Analysts question viability of KL-Singapore HSR project at RM120bil price tag

NST Thu, Feb 22, 2024 08:09am - 2 months View Original


KUALA LUMPUR: The government will not be able to fully fund the Kuala Lumpur-Singapore high speed rail (HSR) project, not with RM1.5 trillion of debts hanging around its neck, said some transport specialists.

They raised doubts over the private sector's ability to fund the HSR and viability of the project overall given that it may eventually cost more than RM120 billion.

However, the government has assets like land that can be swapped with those to be acquired for the project.

Transport analyst Dr Rosli Azad Khan told Business Times that he does not think the government can fund the HSR, not with a RM1.5 trillion debt hanging around its neck. There is also the 1Malaysia Development Bhd debt.

"I cannot see how a project that may cost more than RM120 billion in the coming years can be funded on the current government debt," he said.

Rosli noted that low passenger volume between both cities can also pose a problem for the HSR.

As at 2023, Rosli pointed out that the total air traffic between KL and Singapore stood at only about four million passengers.

"Even if we were to assume all four millions were to switch to HSR, at similar airfares, the revenue won't be enough to pay even for the yearly operation cost, let alone the capital costs.

"The government is saying that private sector should be funding it but this project is not financially viable. I can't see how the returns (RoI) could be achieved on a high investment with low passenger volume between KL and Singapore," he said.

On Jan 15, seven local and international consortia comprising 31 firms had submitted request for information proposals for the project.

MyHSR Corporation Sdn Bhd chairman Datuk Seri Fauzi Abdul Rahman said  the proposal was in response to the submission deadline which expired opn that date.

A report by the Straits Times of Singapore had said that the project was unlikely to get off the ground if it was fully funded by the private sector.

Quoting sources, it stated fresh bidders for the project had requested for government funding in their proposals.

Among the bidders, Malaysian Resources Corp Bhd, Berjaya Land Bhd and IJM Corporation Bhd had announced that they were in a consortium with  Keretapi Tanah Melayu Bhd to bid for the HSR. 

Tourism and transport business consultant YS Chan said consortia are eager to build the track, stations and supply all the equipment necessary to operate the HSR and gain additional revenue from a variety of cost-saving measures.

However, they need strong support from both federal and state governments, particularly on land matters.

"The government may not have the money for funding, but land acquired for HSR could be swapped with government-owned land elsewhere or exchanged in tripartite agreements. Land acquisition would be too costly for the private sector. In any case, the government would be the eventual owner of the land and stations." he said.

Chan said it is a given that HSR revenue will not be enough to cover operating costs, and therefore the operator will require a subsidy from the government.

"But this will be a few years down the road and meanwhile, relevant parties in the public and private sectors will be planning and gearing up to make full use of the HSR, starting as a catalyst for growth along its corridor and boosting the economy through its efficiency and appeal.
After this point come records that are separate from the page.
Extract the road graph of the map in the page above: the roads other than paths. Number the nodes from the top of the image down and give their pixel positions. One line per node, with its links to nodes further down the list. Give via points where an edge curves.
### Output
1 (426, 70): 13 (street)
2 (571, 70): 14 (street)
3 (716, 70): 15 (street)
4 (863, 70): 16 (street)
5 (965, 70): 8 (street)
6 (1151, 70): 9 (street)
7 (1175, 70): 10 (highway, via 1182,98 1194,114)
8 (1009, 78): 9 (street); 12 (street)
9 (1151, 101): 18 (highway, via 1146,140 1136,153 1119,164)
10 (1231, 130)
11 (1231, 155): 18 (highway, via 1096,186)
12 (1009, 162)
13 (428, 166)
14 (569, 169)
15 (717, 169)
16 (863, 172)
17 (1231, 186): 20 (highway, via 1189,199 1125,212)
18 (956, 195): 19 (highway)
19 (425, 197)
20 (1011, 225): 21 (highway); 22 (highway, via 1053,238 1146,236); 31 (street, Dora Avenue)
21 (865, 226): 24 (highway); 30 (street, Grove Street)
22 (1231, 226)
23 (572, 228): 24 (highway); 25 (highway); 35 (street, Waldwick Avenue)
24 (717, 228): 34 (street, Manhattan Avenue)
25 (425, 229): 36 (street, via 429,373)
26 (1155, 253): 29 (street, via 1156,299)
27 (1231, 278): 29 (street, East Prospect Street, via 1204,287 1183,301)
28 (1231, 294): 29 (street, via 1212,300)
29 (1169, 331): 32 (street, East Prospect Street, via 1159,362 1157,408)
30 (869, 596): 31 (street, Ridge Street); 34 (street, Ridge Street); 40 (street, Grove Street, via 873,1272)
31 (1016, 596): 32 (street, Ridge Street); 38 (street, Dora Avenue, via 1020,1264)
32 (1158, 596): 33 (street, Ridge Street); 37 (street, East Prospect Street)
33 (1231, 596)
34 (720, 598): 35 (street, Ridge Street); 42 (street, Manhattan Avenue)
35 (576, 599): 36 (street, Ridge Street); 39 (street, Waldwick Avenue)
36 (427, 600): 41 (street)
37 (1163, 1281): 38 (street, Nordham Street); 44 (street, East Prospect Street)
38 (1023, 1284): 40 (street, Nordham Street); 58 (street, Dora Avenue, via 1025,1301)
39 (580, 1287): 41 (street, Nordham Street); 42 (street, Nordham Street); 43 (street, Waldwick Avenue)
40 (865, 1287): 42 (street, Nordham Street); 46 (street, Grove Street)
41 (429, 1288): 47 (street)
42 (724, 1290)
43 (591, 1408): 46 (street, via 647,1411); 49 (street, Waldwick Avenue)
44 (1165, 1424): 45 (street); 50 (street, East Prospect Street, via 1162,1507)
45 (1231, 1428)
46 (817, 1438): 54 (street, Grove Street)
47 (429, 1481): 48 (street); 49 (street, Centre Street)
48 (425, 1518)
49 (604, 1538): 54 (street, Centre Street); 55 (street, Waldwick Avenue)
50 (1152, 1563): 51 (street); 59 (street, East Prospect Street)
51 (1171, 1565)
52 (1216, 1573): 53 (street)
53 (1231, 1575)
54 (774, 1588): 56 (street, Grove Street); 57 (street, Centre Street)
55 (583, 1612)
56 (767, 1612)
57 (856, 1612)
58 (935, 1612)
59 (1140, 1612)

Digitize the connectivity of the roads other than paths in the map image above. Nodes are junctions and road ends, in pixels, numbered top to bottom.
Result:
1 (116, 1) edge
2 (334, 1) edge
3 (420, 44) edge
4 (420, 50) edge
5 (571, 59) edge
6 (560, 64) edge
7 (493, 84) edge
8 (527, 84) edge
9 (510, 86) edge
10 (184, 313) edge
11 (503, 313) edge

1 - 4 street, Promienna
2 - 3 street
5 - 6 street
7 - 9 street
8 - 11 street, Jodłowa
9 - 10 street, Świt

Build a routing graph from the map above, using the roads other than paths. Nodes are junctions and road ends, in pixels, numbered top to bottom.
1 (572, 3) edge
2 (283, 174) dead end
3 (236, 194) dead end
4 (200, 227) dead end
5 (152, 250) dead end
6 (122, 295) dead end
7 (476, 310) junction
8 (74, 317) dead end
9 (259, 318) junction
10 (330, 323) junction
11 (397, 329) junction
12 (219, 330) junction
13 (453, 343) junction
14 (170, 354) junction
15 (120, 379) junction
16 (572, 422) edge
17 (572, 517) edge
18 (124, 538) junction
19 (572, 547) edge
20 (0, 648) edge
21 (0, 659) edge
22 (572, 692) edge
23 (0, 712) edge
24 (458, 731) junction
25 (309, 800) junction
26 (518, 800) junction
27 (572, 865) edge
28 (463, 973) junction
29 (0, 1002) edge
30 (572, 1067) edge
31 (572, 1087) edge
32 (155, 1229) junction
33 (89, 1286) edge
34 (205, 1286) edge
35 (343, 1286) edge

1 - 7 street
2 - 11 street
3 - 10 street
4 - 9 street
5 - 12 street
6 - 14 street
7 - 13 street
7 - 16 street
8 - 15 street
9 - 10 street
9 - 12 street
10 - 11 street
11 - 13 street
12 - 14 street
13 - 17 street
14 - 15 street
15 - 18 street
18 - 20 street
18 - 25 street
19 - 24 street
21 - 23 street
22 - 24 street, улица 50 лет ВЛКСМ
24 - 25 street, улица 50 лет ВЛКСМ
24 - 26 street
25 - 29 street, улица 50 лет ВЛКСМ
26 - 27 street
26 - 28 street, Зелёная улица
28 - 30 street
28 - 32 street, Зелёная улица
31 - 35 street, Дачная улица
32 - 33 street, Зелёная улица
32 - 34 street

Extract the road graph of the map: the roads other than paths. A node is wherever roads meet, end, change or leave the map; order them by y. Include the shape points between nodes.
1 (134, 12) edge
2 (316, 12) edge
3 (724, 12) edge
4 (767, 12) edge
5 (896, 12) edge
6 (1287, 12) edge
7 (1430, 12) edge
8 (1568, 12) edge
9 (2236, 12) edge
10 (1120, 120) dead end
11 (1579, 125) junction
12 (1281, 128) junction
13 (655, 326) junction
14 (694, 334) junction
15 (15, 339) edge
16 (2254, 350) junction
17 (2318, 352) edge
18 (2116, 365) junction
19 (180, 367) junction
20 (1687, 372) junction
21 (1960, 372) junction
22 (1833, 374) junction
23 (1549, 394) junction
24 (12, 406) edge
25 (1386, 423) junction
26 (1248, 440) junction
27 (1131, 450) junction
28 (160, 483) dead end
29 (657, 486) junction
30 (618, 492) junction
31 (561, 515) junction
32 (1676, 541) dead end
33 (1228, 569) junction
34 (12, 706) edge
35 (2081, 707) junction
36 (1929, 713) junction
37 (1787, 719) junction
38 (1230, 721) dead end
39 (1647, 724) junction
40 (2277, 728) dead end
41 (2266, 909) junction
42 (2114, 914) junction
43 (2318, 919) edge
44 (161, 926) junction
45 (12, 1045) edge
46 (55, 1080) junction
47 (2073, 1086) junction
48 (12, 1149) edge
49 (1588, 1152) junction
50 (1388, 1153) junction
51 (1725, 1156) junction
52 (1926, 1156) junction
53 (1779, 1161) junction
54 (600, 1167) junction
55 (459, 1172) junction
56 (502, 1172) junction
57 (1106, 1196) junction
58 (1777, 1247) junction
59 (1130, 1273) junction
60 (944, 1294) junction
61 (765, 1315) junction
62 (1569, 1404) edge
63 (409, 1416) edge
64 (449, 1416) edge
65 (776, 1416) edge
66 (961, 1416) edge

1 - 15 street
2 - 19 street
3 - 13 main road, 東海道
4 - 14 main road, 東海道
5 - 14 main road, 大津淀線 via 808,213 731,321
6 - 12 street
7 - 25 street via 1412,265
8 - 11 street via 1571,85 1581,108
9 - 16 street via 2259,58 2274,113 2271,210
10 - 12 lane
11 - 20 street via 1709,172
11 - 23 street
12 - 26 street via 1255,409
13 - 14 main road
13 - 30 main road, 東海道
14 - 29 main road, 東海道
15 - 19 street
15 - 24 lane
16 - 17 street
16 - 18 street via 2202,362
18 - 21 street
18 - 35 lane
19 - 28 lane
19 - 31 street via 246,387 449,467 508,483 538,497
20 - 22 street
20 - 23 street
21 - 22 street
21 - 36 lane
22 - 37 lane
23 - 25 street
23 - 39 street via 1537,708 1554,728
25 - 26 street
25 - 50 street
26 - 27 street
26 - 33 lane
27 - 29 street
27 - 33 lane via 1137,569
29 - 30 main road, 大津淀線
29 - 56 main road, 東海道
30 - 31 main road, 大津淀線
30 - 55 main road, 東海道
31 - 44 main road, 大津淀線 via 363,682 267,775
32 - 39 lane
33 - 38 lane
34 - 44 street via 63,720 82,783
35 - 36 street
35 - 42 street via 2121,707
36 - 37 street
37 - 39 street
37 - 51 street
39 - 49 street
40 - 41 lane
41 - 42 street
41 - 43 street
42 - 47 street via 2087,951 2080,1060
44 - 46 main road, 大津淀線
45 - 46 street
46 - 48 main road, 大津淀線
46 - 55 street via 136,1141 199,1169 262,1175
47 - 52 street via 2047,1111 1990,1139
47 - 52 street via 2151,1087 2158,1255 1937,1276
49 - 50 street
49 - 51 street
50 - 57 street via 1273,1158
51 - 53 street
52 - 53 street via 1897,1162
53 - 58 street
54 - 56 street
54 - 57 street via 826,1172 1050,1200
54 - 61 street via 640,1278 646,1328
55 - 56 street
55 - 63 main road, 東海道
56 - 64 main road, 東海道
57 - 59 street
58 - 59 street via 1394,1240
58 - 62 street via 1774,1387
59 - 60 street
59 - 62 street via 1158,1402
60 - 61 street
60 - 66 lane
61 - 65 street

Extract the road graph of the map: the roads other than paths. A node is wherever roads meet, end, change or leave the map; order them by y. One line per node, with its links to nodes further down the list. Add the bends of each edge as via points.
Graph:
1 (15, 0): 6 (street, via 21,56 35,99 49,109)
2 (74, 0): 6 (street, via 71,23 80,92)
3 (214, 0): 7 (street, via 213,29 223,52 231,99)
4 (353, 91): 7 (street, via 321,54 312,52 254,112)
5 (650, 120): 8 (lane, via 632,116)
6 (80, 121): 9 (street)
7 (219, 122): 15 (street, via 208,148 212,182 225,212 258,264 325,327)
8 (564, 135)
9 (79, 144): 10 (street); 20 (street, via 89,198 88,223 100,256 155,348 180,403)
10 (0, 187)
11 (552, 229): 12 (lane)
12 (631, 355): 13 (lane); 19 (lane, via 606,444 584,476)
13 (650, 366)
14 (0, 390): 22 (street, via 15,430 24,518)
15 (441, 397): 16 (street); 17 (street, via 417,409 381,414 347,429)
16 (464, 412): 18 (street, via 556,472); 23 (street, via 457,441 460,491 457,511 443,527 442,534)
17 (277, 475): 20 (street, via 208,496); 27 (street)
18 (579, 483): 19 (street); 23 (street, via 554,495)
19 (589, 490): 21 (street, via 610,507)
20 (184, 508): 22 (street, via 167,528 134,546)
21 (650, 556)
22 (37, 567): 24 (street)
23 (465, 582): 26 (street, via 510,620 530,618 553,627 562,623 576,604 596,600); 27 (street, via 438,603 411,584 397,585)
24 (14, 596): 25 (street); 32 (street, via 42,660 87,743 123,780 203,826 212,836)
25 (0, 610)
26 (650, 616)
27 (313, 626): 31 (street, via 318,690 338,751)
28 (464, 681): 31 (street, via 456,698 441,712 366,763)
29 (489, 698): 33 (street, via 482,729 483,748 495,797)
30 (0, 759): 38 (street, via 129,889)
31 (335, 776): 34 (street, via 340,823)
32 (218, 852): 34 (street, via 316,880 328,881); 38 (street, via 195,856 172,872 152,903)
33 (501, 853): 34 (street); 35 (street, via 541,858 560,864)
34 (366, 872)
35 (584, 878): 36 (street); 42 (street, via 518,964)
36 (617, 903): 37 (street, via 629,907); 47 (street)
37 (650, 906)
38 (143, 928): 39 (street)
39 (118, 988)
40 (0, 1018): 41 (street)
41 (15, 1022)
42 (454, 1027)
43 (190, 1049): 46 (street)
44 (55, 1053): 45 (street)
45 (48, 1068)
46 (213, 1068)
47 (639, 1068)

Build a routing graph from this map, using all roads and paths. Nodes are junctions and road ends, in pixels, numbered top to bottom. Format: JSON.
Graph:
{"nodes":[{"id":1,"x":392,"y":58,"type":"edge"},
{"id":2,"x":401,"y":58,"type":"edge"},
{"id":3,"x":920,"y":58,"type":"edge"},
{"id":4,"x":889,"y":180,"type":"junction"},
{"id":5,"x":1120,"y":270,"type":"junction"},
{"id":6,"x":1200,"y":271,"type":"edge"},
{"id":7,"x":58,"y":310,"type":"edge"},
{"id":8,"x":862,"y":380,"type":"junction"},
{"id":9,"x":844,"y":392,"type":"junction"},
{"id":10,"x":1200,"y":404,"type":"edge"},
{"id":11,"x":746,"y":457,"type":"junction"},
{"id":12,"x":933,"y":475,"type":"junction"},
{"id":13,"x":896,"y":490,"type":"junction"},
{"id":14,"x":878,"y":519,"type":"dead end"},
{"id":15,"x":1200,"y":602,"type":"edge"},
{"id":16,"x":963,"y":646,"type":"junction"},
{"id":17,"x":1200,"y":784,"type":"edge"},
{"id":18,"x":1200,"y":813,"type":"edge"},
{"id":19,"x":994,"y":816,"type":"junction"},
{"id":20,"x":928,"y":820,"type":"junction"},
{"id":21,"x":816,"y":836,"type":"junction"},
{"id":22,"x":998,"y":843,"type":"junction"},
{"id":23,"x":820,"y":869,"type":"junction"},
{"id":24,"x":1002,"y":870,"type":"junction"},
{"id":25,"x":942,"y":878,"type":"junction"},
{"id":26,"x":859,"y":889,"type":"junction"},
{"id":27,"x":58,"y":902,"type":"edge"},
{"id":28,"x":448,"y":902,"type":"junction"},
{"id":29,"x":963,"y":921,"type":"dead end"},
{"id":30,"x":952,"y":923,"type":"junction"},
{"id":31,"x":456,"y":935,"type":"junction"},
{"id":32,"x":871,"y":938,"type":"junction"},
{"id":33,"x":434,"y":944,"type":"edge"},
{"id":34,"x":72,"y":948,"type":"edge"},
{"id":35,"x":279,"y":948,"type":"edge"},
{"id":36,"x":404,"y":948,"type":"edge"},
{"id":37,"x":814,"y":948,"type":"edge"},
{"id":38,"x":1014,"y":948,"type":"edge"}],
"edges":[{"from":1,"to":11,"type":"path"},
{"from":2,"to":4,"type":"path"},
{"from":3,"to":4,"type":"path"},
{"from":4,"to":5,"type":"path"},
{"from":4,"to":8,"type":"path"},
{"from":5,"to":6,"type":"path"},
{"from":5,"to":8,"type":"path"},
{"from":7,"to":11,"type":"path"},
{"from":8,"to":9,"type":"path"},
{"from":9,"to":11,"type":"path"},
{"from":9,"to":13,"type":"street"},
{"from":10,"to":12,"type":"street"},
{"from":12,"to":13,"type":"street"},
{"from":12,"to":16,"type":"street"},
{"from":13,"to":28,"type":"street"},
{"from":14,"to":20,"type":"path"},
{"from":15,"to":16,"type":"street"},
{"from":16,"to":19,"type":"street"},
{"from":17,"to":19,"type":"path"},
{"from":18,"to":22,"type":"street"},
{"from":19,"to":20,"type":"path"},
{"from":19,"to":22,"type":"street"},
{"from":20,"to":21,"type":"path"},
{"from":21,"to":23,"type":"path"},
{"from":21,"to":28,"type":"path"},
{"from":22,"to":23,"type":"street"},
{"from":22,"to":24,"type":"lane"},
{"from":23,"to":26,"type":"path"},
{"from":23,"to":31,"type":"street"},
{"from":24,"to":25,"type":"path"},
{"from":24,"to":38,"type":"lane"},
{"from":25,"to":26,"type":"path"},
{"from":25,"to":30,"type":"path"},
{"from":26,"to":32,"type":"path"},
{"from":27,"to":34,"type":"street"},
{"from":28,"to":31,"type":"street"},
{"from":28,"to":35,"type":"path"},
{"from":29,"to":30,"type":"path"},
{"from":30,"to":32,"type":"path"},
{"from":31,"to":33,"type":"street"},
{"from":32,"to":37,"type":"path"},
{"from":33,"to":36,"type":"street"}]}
The net result is a gain for our country," he added.

Malaysian Institute of Economic Research economist Dr Shankaran Nambiar opined that the government will not add a substantial  burden to its current finances by taking on the project.

He said the government is trimming its expenditure and raising revenue, even from previously unexplored sources.

"Neither would the government want to increase its risk exposure, especially in view of traffic that is difficult to ascertain in the initial years.  It is unlikely that the government would want to add to its existing contingent liabilities," he added.